The projected Cayman has 17% higher memory bandwidth, roughly 2.5X the raw single precision FLOP/s and 26% higher raw double precision FLOP/s than the Tesla C2070. However, AMD’s VLIW microarchitecture is inherently less efficient, and the memory hierarchy is also incredibly sensitive to the workload.For single precision applications that are primarily regular computation and regular memory access patterns, Cayman should have good utilization within each VLIW4 offer incredibly attractive performance. Even in the case of a bandwidth bound application, Cayman will be on-par or slightly ahead of the Tesla. For double precision though, Fermi is likely to be the higher performance option.

Beyond the hardware, Kanter believes the real challenge for Cayman will be software, and this is certainly the case for any future GPU computing products. Here, AMD has placed all its bets on OpenCL, an open standard API, but one that is a couple year behind NVIDIA’s CUDA in overall maturity. Kanter thinks AMD has to continue investing in the software ecosystem to remain competitive.

To that I would add that AMD has a couple of even more fundamental problems with regard to GPU computing: focus and vision. If AMD wants to offer a viable alternative to NVIDIA in this realm, it has to make FireStream a first class citizen. Today those offerings are not even listed under its server product set (they’re found under the workstation products), and the latest FireStream 9350 and 9370 products, announced back in June 2010 are nowhere to be found. They were scheduled to launch in Q3 of last year, but I could not uncover any evidence that AMD ever released them into the wild.

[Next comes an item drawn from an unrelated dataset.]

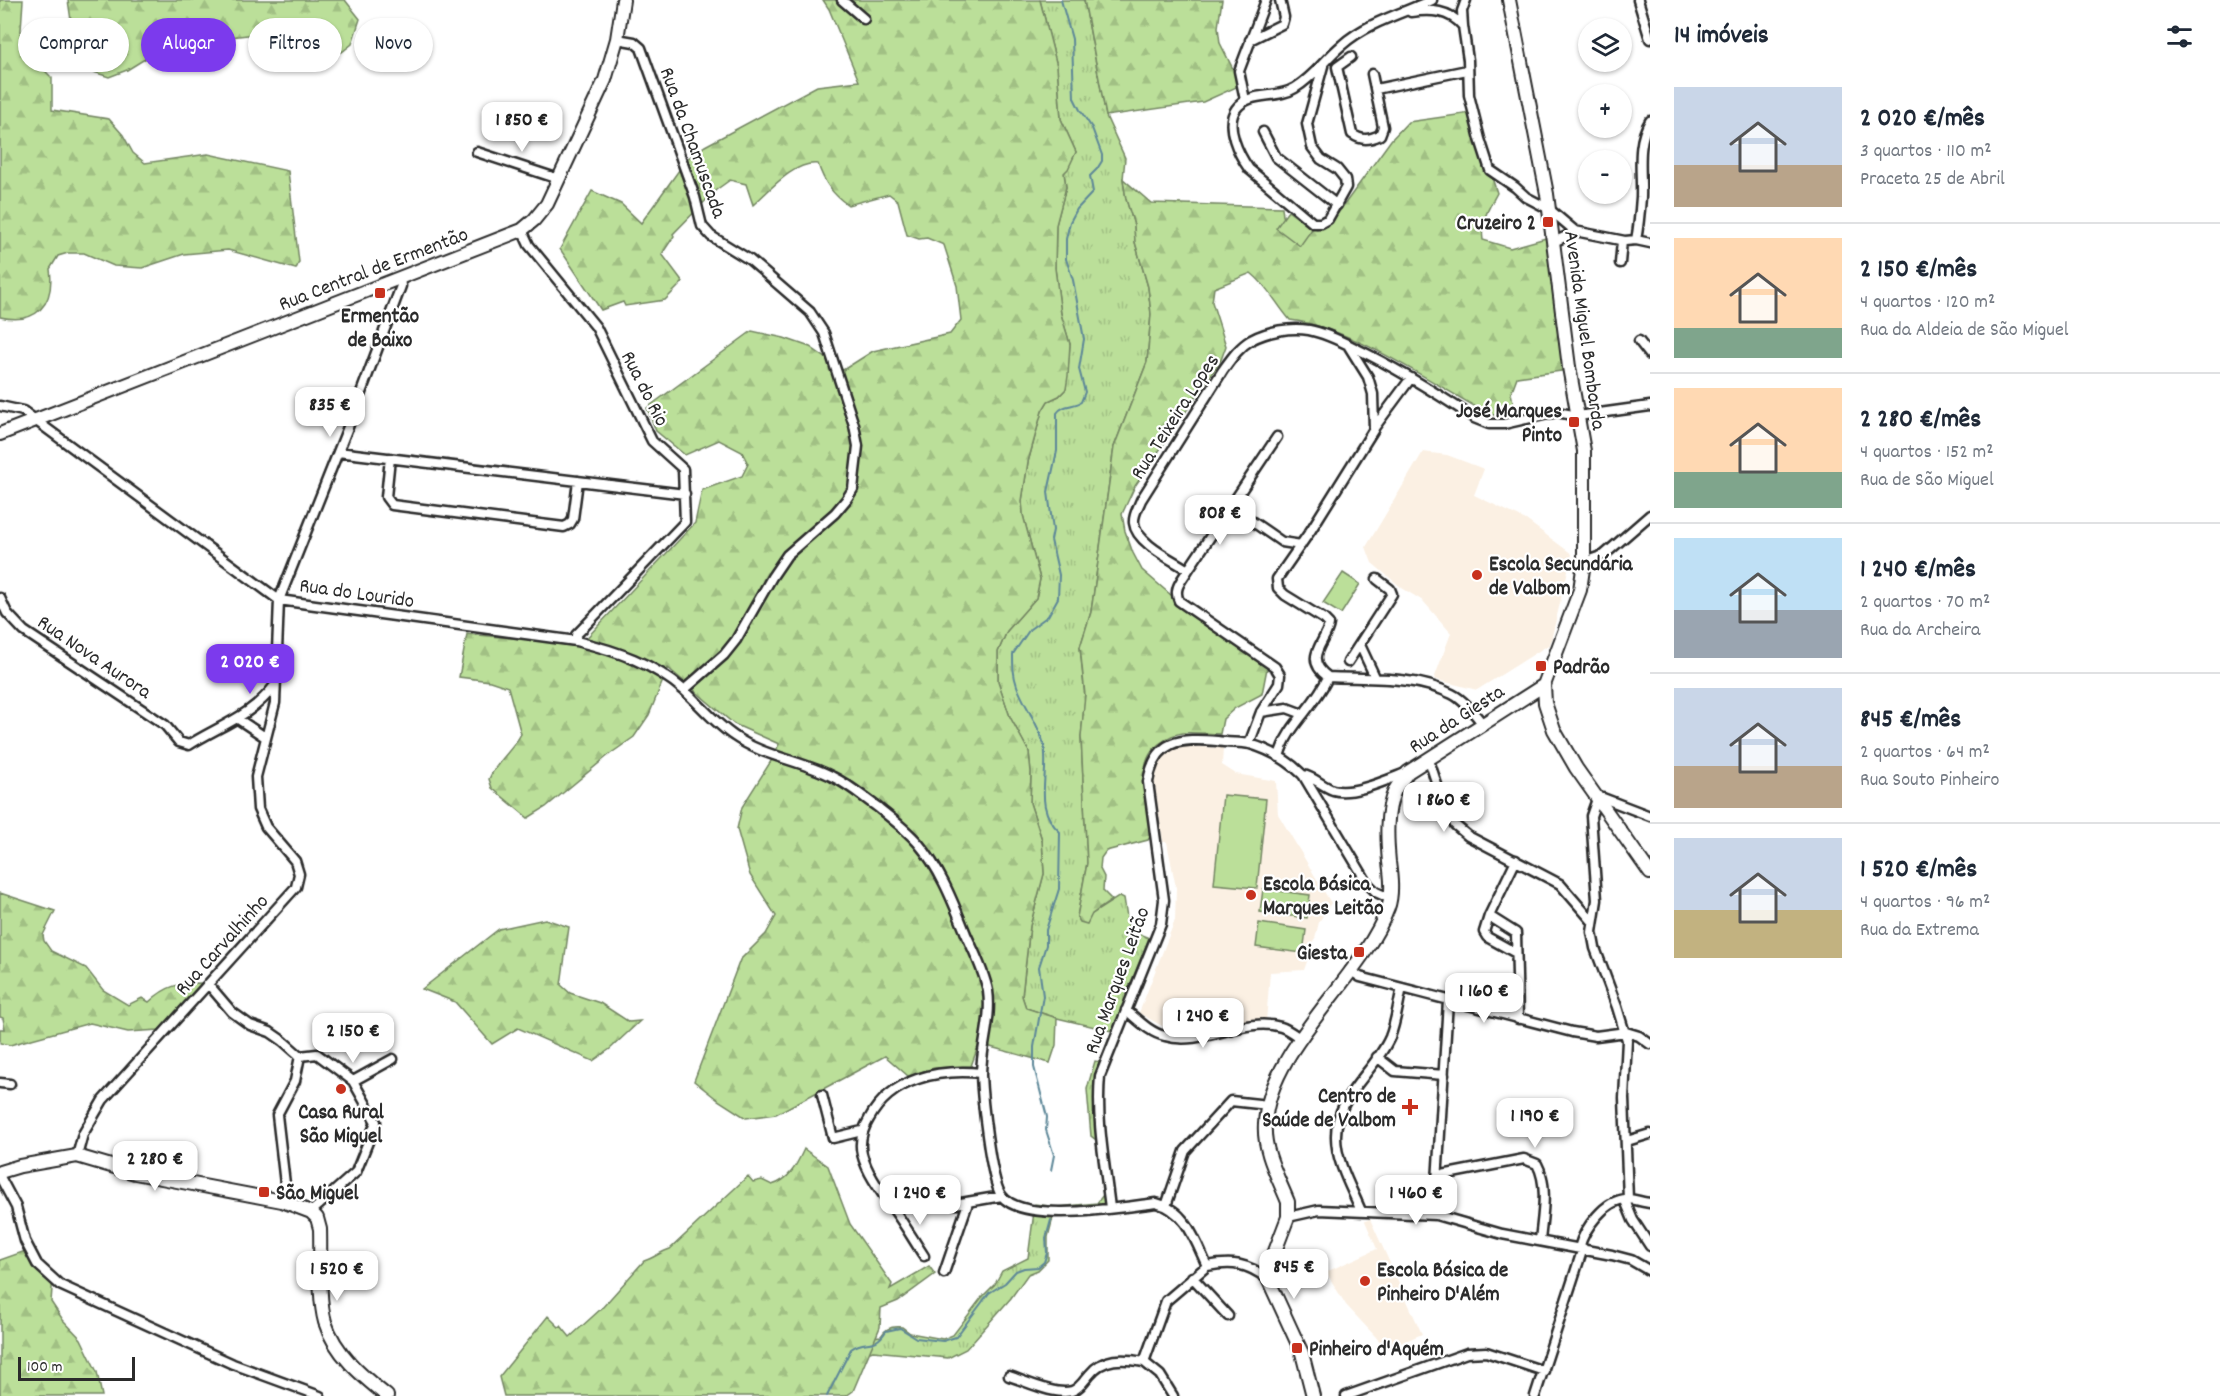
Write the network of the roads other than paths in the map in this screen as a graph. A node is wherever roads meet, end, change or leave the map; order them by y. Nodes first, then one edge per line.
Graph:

The company also needs to offer some sort of strategy that ties its FireStream GPU computing products to its future “Fusion” APUs that will eventually end up in servers and presumably supercomputers. AMD’s CPU-GPU technology is one area where the company can claim it is out in front. The company just needs to come up with some sort of roadmap that shows how its APUs are going move up the GPU computing food chain.

Finally, AMD needs to swallow its pride and develop a CUDA port for its graphics chips. That doesn’t mean it has to drop its long-term commitment on OpenCL. It just needs to recognize that CUDA is currently the de facto API for GPU computing, especially for HPC, and is likely to remain so for at least the near term. Adopting CUDA would go a long way to level the playing field in GPU computing as well as give its larger rival, Intel, something to think about.

To date, AMD’s half-hearted commitment to GPU computing hasn’t paid off. If it’s serious about this market, especially in the HPC realm, it can no longer sit and watch NVIDIA consolidate its hold. Cayman looks like a positive step in that direction, but it needs to do much more.